At its Thursday New York City education-focused event, Apple indeed seems to have made supplanting print textbooks with digital ones (on the iPad) its next mission. Apple has released iBooks 2, a new section of its e-bookstore via which students can download iPad e-textbooks — iTextbooks – as well as iBooks Author, software for the Macintosh that makes it possible to create textbooks and other books and sell them through Apple’s e-bookstore. Apple also unveiled a revamped version of iTunes U, complete with an iPod/iPhone/iPad app and full integration with iBooks and made it possible for K-12 students to use.
Apple has signed agreements with three major US textbook publishers, Pearson, McGraw Hill, and Houghton Mifflin Harcourt, to create and sell electronic high school textbooks which will cost $15 or less. Some science and mathematics books are available, along with a free sample of one by famed scientist E.O. Wilson, Life on Earth. Those who saw a demo of the book (you can seen it via this video) were, as expected, awed.

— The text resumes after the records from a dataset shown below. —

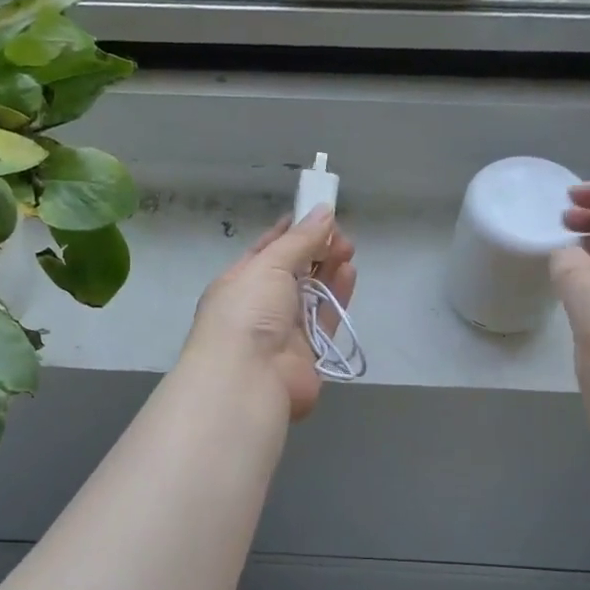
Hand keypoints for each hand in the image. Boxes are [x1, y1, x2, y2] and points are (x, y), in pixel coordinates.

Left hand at [182, 207, 357, 420]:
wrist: (248, 378)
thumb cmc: (248, 311)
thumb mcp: (269, 265)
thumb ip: (300, 240)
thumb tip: (324, 211)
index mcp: (238, 283)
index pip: (265, 251)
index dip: (289, 232)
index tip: (315, 215)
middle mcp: (259, 306)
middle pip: (292, 272)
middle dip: (316, 251)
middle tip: (341, 236)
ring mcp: (284, 331)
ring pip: (312, 295)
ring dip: (329, 271)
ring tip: (349, 249)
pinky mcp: (308, 353)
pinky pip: (326, 318)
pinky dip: (338, 296)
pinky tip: (350, 273)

Textbooks available in Apple’s iBooks store can only be used on Apple devices. But as many have pointed out, it is highly unlikely that most school districts can afford a $400-$500 iPad for every student. As the New York Times recalls, Amazon announced that its Kindle DX would revolutionize textbooks in 2009, only to see the plan by and large “fizzle” in pilot programs with college students who — unlike K – 12 public students — may be more likely to purchase an e-reader of some sort. Even if you could download one of the iBook textbooks onto a less expensive iPod, the size of the print (not to mention of diagrams, etc.) would be prohibitively small.
The Problem of Affordability and Access
Apple announced its electronic textbook initiative at New York’s Guggenheim Museum. Whether Apple intended it or not, this choice of venue — a beautiful art museum in a major cultural capital of the world — symbolizes both the innovations and the limitations of Apple’s attempts to enter the $8 billion domestic textbook market.
First, e-textbooks on iPads are only available to those who can afford the devices. Second, it is one thing for educators and adults (with memories of wretched hours spent poring over word-filled pages of a chemistry textbook) to gush over the graphical delights of a textbook on an iPad. But it is another matter to be a student using such a book in a classroom while trying (or failing) to avoid fiddling around with the other features and apps on the device, and yet also another for the teacher trying to teach, be the resident technology specialist and maintain a reasonably ordered learning environment.
One device that contains every textbook a student needs seems a big plus (and likely to cut down on concerns about students injuring their backs under the weight of too many heavy textbooks in their backpacks). Electronic textbooks, with the rich multimedia interface the iPad offers make a “minimum classroom” possible for students “regardless of physical circumstances,” says Megan Garber in The Atlantic — though as she too notes, whether or not the iTextbook will become as popular as the iPod rests largely on there being “future, presumably cheaper models of the tablet” available. Very, very few of my students at the (small, urban, Jesuit) college where I teach have iPads; some have to wait to buy textbooks till some weeks in the semester due to a lack of funds.
That said, I find the idea of e-textbooks that could be customizable to the different academic needs of students intriguing. Sometimes I have wondered why I even assign a textbook for my Elementary Latin class, as much of the information is communicated in class (via my teaching and writing on the board) or can be found on the internet (yes, through Wikipedia and other sites). The textbook I do assign is black and white, with few images; it is readily available and older, used, cheaper versions work as well as the newer ones as Latin grammar is a subject that does not change. I am more than tempted to see what sort of Latin textbook I might create using Apple’s new software.
But it would be a bit ironic if a textbook I wrote for my students would not be accessible to them, unless they have the right device.